‘Dear friends’ – Bishop Vincent’s Homily from 2 September 2018

Homily for the 22nd Sunday in Ordinary Time in Year B 2018 at St Finbar's Parish, Glenbrook, 2 September 2018
Bishop Vincent Long OFM Conv.

 

Most Reverend Vincent Long Van Nguyen OFM Conv DD STL, Bishop of Parramatta

Homily for the 22nd Sunday in Ordinary Time Year B 2018 at St Finbar’s Parish, Glenbrook

2 September 2018

 

 

Dear friends,

I am delighted to be here and affirm the great witness that this parish community gives, not only in terms of the works of education, mission and outreach, but also in the way parishioners live their daily Christian life.

This is the Church at the coal face. The Church is a gathering of the people of God, drawn by the power of the Holy Spirit in worship, communion and service. The Church makes present the love of Christ. We are the gentle reach of God’s hand affirming, healing, strengthening and uplifting one another and those in need.

The Church as an institution has been accused of lacking in these elements. It has been accused of lacking in love, compassion and even acting with hypocrisy, especially in relation to victims of sexual abuse. In this time, our priority is not and should not be about fending off criticisms – deserved and undeserved. In the spirit of humility and repentance, we need to focus our attention squarely on how we follow the compassionate Jesus and how authentic we are in being the sacrament of God’s compassion and care for the least and the last.

Scriptures today challenge us to be people who demonstrate our faith not by mere external observances but by the depth of our character and the breadth of our love. In the first reading, we hear a message that has relevance to Australia in terms of its treatment of the vulnerable people.

Moses reminded the people that God had liberated them from slavery and formed them into a great nation. They were to be a beacon of freedom and justice to other nations. The oppression and injustice in Egypt were now to be replaced by their mutual love and care for one another. St James in the second reading reinforces that message by saying that true religion is coming to the help of orphans and widows. In other words, by caring for the most marginalised and disadvantaged, our faith becomes authentic.
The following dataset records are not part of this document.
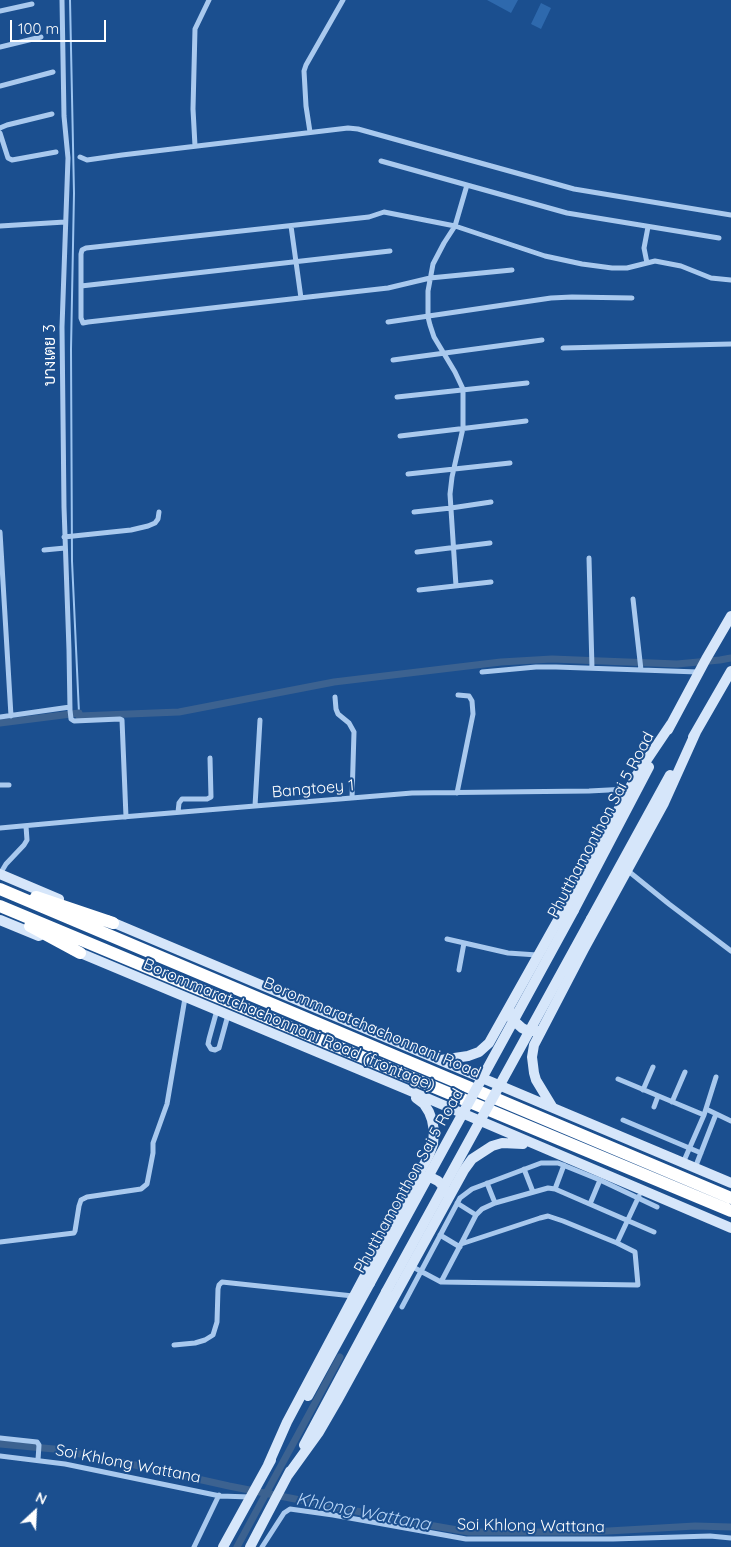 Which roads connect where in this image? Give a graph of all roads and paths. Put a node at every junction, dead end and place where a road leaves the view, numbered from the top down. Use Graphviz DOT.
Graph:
graph roads {
  1 [pos="62,0"];
  2 [pos="208,0"];
  3 [pos="343,0"];
  4 [pos="32,4"];
  5 [pos="0,10"];
  6 [pos="41,37"];
  7 [pos="0,47"];
  8 [pos="53,72"];
  9 [pos="0,86"];
  10 [pos="52,114"];
  11 [pos="0,128"];
  12 [pos="310,132"];
  13 [pos="0,134"];
  14 [pos="195,146"];
  15 [pos="56,152"];
  16 [pos="80,158"];
  17 [pos="381,161"];
  18 [pos="467,185"];
  19 [pos="731,215"];
  20 [pos="65,222"];
  21 [pos="0,226"];
  22 [pos="291,226"];
  23 [pos="455,226"];
  24 [pos="648,227"];
  25 [pos="719,238"];
  26 [pos="390,251"];
  27 [pos="297,262"];
  28 [pos="647,263"];
  29 [pos="512,270"];
  30 [pos="430,278"];
  31 [pos="731,280"];
  32 [pos="81,286"];
  33 [pos="301,298"];
  34 [pos="632,298"];
  35 [pos="428,317"];
  36 [pos="388,322"];
  37 [pos="542,340"];
  38 [pos="731,344"];
  39 [pos="563,348"];
  40 [pos="445,354"];
  41 [pos="394,360"];
  42 [pos="527,383"];
  43 [pos="463,389"];
  44 [pos="396,397"];
  45 [pos="526,421"];
  46 [pos="463,428"];
  47 [pos="400,436"];
  48 [pos="510,463"];
  49 [pos="454,469"];
  50 [pos="408,474"];
  51 [pos="491,502"];
  52 [pos="451,508"];
  53 [pos="159,512"];
  54 [pos="414,512"];
  55 [pos="0,532"];
  56 [pos="66,537"];
  57 [pos="490,543"];
  58 [pos="454,547"];
  59 [pos="65,548"];
  60 [pos="44,550"];
  61 [pos="416,552"];
  62 [pos="589,558"];
  63 [pos="491,582"];
  64 [pos="456,586"];
  65 [pos="419,590"];
  66 [pos="633,599"];
  67 [pos="731,616"];
  68 [pos="592,666"];
  69 [pos="702,666"];
  70 [pos="641,668"];
  71 [pos="731,671"];
  72 [pos="482,672"];
  73 [pos="458,695"];
  74 [pos="334,697"];
  75 [pos="70,709"];
  76 [pos="11,716"];
  77 [pos="0,717"];
  78 [pos="260,720"];
  79 [pos="671,724"];
  80 [pos="696,732"];
  81 [pos="210,758"];
  82 [pos="0,785"];
  83 [pos="9,785"];
  84 [pos="629,789"];
  85 [pos="457,793"];
  86 [pos="352,798"];
  87 [pos="255,806"];
  88 [pos="178,812"];
  89 [pos="126,817"];
  90 [pos="26,826"];
  91 [pos="0,828"];
  92 [pos="627,870"];
  93 [pos="0,874"];
  94 [pos="0,888"];
  95 [pos="0,907"];
  96 [pos="0,920"];
  97 [pos="113,923"];
  98 [pos="447,939"];
  99 [pos="464,943"];
  100 [pos="731,951"];
  101 [pos="80,953"];
  102 [pos="539,955"];
  103 [pos="459,970"];
  104 [pos="185,998"];
  105 [pos="513,1002"];
  106 [pos="217,1010"];
  107 [pos="228,1015"];
  108 [pos="544,1025"];
  109 [pos="440,1060"];
  110 [pos="652,1067"];
  111 [pos="685,1072"];
  112 [pos="716,1076"];
  113 [pos="618,1079"];
  114 [pos="408,1090"];
  115 [pos="643,1090"];
  116 [pos="658,1096"];
  117 [pos="672,1102"];
  118 [pos="654,1107"];
  119 [pos="554,1109"];
  120 [pos="706,1109"];
  121 [pos="716,1114"];
  122 [pos="704,1116"];
  123 [pos="623,1120"];
  124 [pos="731,1121"];
  125 [pos="536,1146"];
  126 [pos="690,1148"];
  127 [pos="701,1153"];
  128 [pos="684,1163"];
  129 [pos="564,1165"];
  130 [pos="695,1168"];
  131 [pos="524,1169"];
  132 [pos="416,1178"];
  133 [pos="600,1180"];
  134 [pos="488,1183"];
  135 [pos="731,1184"];
  136 [pos="555,1188"];
  137 [pos="533,1192"];
  138 [pos="640,1195"];
  139 [pos="731,1198"];
  140 [pos="452,1202"];
  141 [pos="495,1203"];
  142 [pos="590,1204"];
  143 [pos="657,1207"];
  144 [pos="731,1211"];
  145 [pos="476,1215"];
  146 [pos="629,1220"];
  147 [pos="731,1228"];
  148 [pos="654,1232"];
  149 [pos="440,1235"];
  150 [pos="0,1242"];
  151 [pos="617,1243"];
  152 [pos="461,1246"];
  153 [pos="416,1269"];
  154 [pos="441,1282"];
  155 [pos="353,1296"];
  156 [pos="402,1307"];
  157 [pos="174,1345"];
  158 [pos="0,1438"];
  159 [pos="0,1456"];
  160 [pos="38,1457"];
  161 [pos="268,1465"];
  162 [pos="286,1480"];
  163 [pos="219,1495"];
  164 [pos="250,1497"];
  165 [pos="731,1538"];
  166 [pos="491,1540"];
  167 [pos="194,1547"];
  168 [pos="223,1547"];
  169 [pos="250,1547"];
  170 [pos="262,1547"];
  171 [pos="490,1547"];
  1 -- 20 [label="street, บางเตย 3"];
  2 -- 14 [label="street"];
  3 -- 12 [label="street"];
  4 -- 5 [label="street"];
  6 -- 7 [label="street"];
  8 -- 9 [label="street"];
  10 -- 11 [label="street"];
  12 -- 14 [label="street"];
  12 -- 19 [label="street"];
  13 -- 15 [label="street"];
  14 -- 16 [label="street"];
  17 -- 18 [label="street"];
  18 -- 23 [label="street"];
  18 -- 24 [label="street"];
  20 -- 21 [label="street"];
  20 -- 56 [label="street, บางเตย 3"];
  22 -- 23 [label="street"];
  22 -- 27 [label="street"];
  22 -- 32 [label="street"];
  23 -- 28 [label="street"];
  23 -- 30 [label="street"];
  24 -- 25 [label="street"];
  24 -- 28 [label="street"];
  26 -- 27 [label="street"];
  27 -- 32 [label="street"];
  27 -- 33 [label="street"];
  28 -- 31 [label="street"];
  29 -- 30 [label="street"];
  30 -- 33 [label="street"];
  30 -- 35 [label="street"];
  32 -- 33 [label="street"];
  34 -- 35 [label="street"];
  35 -- 36 [label="street"];
  35 -- 40 [label="street"];
  37 -- 40 [label="street"];
  38 -- 39 [label="street"];
  40 -- 41 [label="street"];
  40 -- 43 [label="street"];
  42 -- 43 [label="street"];
  43 -- 44 [label="street"];
  43 -- 46 [label="street"];
  45 -- 46 [label="street"];
  46 -- 47 [label="street"];
  46 -- 49 [label="street"];
  48 -- 49 [label="street"];
  49 -- 50 [label="street"];
  49 -- 52 [label="street"];
  51 -- 52 [label="street"];
  52 -- 54 [label="street"];
  52 -- 58 [label="street"];
  53 -- 56 [label="street"];
  55 -- 76 [label="street"];
  56 -- 59 [label="street, บางเตย 3"];
  57 -- 58 [label="street"];
  58 -- 61 [label="street"];
  58 -- 64 [label="street"];
  59 -- 60 [label="street"];
  59 -- 75 [label="street, บางเตย 3"];
  62 -- 68 [label="street"];
  63 -- 64 [label="street"];
  64 -- 65 [label="street"];
  66 -- 70 [label="street"];
  67 -- 69 [label="main road, Phutthamonthon Sai 5 Road"];
  68 -- 70 [label="street"];
  68 -- 72 [label="street"];
  69 -- 70 [label="street"];
  69 -- 79 [label="main road, Phutthamonthon Sai 5 Road"];
  71 -- 80 [label="main road, Phutthamonthon Sai 5 Road"];
  73 -- 85 [label="street"];
  74 -- 86 [label="street"];
  75 -- 76 [label="street"];
  75 -- 89 [label="street, บางเตย 3"];
  76 -- 77 [label="street"];
  78 -- 87 [label="street"];
  79 -- 84 [label="main road"];
  79 -- 161 [label="main road, Phutthamonthon Sai 5 Road, bridge"];
  80 -- 92 [label="main road"];
  80 -- 162 [label="main road, Phutthamonthon Sai 5 Road, bridge"];
  81 -- 88 [label="street"];
  82 -- 83 [label="street"];
  84 -- 85 [label="street, Bangtoey 1"];
  84 -- 102 [label="main road"];
  85 -- 86 [label="street, Bangtoey 1"];
  86 -- 87 [label="street, Bangtoey 1"];
  87 -- 88 [label="street, Bangtoey 1"];
  88 -- 89 [label="street, Bangtoey 1"];
  89 -- 90 [label="street, Bangtoey 1"];
  90 -- 91 [label="street, Bangtoey 1"];
  90 -- 93 [label="street"];
  92 -- 100 [label="street"];
  92 -- 108 [label="main road"];
  93 -- 97 [label="main road, Borommaratchachonnani Road (frontage)"];
  94 -- 97 [label="highway"];
  94 -- 139 [label="highway, Borommaratchachonnani Road"];
  95 -- 101 [label="highway"];
  95 -- 144 [label="highway, Borommaratchachonnani Road"];
  96 -- 101 [label="main road, Borommaratchachonnani Road (frontage)"];
  97 -- 109 [label="main road, Borommaratchachonnani Road (frontage)"];
  98 -- 99 [label="street"];
  99 -- 102 [label="street"];
  99 -- 103 [label="street"];
  101 -- 104 [label="main road, Borommaratchachonnani Road (frontage)"];
  102 -- 105 [label="main road"];
  104 -- 106 [label="main road, Borommaratchachonnani Road (frontage)"];
  104 -- 150 [label="street"];
  105 -- 108 [label="main road"];
  105 -- 109 [label="main road"];
  106 -- 107 [label="main road, Borommaratchachonnani Road (frontage)"];
  106 -- 107 [label="street"];
  107 -- 114 [label="main road, Borommaratchachonnani Road (frontage)"];
  108 -- 119 [label="main road"];
  109 -- 119 [label="main road, Borommaratchachonnani Road (frontage)"];
  110 -- 115 [label="street"];
  111 -- 117 [label="street"];
  112 -- 120 [label="street"];
  113 -- 115 [label="street"];
  114 -- 125 [label="main road, Borommaratchachonnani Road (frontage)"];
  114 -- 132 [label="main road"];
  115 -- 116 [label="street"];
  116 -- 117 [label="street"];
  116 -- 118 [label="street"];
  117 -- 122 [label="street"];
  119 -- 128 [label="main road, Borommaratchachonnani Road (frontage)"];
  120 -- 121 [label="street"];
  120 -- 122 [label="street"];
  121 -- 124 [label="street"];
  121 -- 127 [label="street"];
  122 -- 126 [label="street"];
  123 -- 126 [label="street"];
  125 -- 138 [label="main road, Borommaratchachonnani Road (frontage)"];
  125 -- 140 [label="main road"];
  126 -- 127 [label="street"];
  126 -- 128 [label="street"];
  127 -- 130 [label="street"];
  128 -- 130 [label="main road, Borommaratchachonnani Road (frontage)"];
  129 -- 131 [label="street"];
  129 -- 133 [label="street"];
  129 -- 136 [label="street"];
  130 -- 135 [label="main road, Borommaratchachonnani Road (frontage)"];
  131 -- 134 [label="street"];
  131 -- 137 [label="street"];
  132 -- 140 [label="main road"];
  132 -- 155 [label="main road"];
  133 -- 138 [label="street"];
  133 -- 142 [label="street"];
  134 -- 140 [label="street"];
  134 -- 141 [label="street"];
  136 -- 137 [label="street"];
  136 -- 142 [label="street"];
  137 -- 141 [label="street"];
  138 -- 143 [label="street"];
  138 -- 146 [label="street"];
  138 -- 147 [label="main road, Borommaratchachonnani Road (frontage)"];
  140 -- 145 [label="street"];
  140 -- 149 [label="street"];
  140 -- 153 [label="main road"];
  141 -- 145 [label="street"];
  142 -- 146 [label="street"];
  145 -- 152 [label="street"];
  146 -- 148 [label="street"];
  146 -- 151 [label="street"];
  149 -- 152 [label="street"];
  149 -- 153 [label="street"];
  151 -- 152 [label="street"];
  151 -- 154 [label="street"];
  152 -- 154 [label="street"];
  153 -- 154 [label="street"];
  153 -- 156 [label="street"];
  153 -- 162 [label="main road"];
  155 -- 157 [label="street"];
  155 -- 161 [label="main road"];
  158 -- 160 [label="street"];
  159 -- 160 [label="street, Soi Khlong Wattana"];
  160 -- 163 [label="street, Soi Khlong Wattana"];
  161 -- 164 [label="main road, Phutthamonthon Sai 5 Road"];
  162 -- 169 [label="main road, Phutthamonthon Sai 5 Road"];
  163 -- 164 [label="street, Soi Khlong Wattana"];
  163 -- 167 [label="street"];
  164 -- 168 [label="main road, Phutthamonthon Sai 5 Road"];
  165 -- 166 [label="street, Soi Khlong Wattana"];
  166 -- 170 [label="street, Soi Khlong Wattana"];
  166 -- 171 [label="street"];
}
The Gospel story tells us of the dispute between Jesus and the Pharisees on the question of religious observance. The latter observed the external requirements of the Law while neglecting its internal transformation. Jesus condemns this shallow, self-serving and false religion, which becomes an accessory to one’s public image and a means to enhance one’s status. He challenges us to practice a holiness that goes to the heart, the holiness that has to do with integrity, love and service, the holiness that touches the depth of who we are and connects us with the humanity of one another.

What Jesus teaches us is that observing the letter of the law is not enough. Rather, we need to go deeper into the core of God’s commandments. It is not just avoiding infringements of the law but fulfilling its purpose. It is not checking all the right boxes but getting one’s heart right with God. It is not doing the minimum but loving others at our own cost.

Dear friends,

Pope Francis exemplifies a Christian leader who refuses the trappings of his office. He challenges us to abandon our culture of comfort and go to the periphery, to be the voice of love and compassion for those deprived of it. We must be less of an enclosure for the virtuous but more an oasis for the weary and downtrodden. We must be less of an experience of exclusion and more of an encounter of radical love, inclusiveness and solidarity. The spirit is calling us anew into the business of being the sacrament of God’s love for the world.

As the Church undergoes the pattern of Christ’s suffering, death and resurrection, we are invited to let go of what is unnecessary and keep to what is essential. In this time of diminishment and uncertainty, what we need to remember is only an authentic living of the Gospel will carry us through. Let us then persevere in faith, hope, love, goodness, humility as we await the working of grace and transformation in the Church. May we grow in our authentic discipleship and be the sacrament of God’s presence to the world.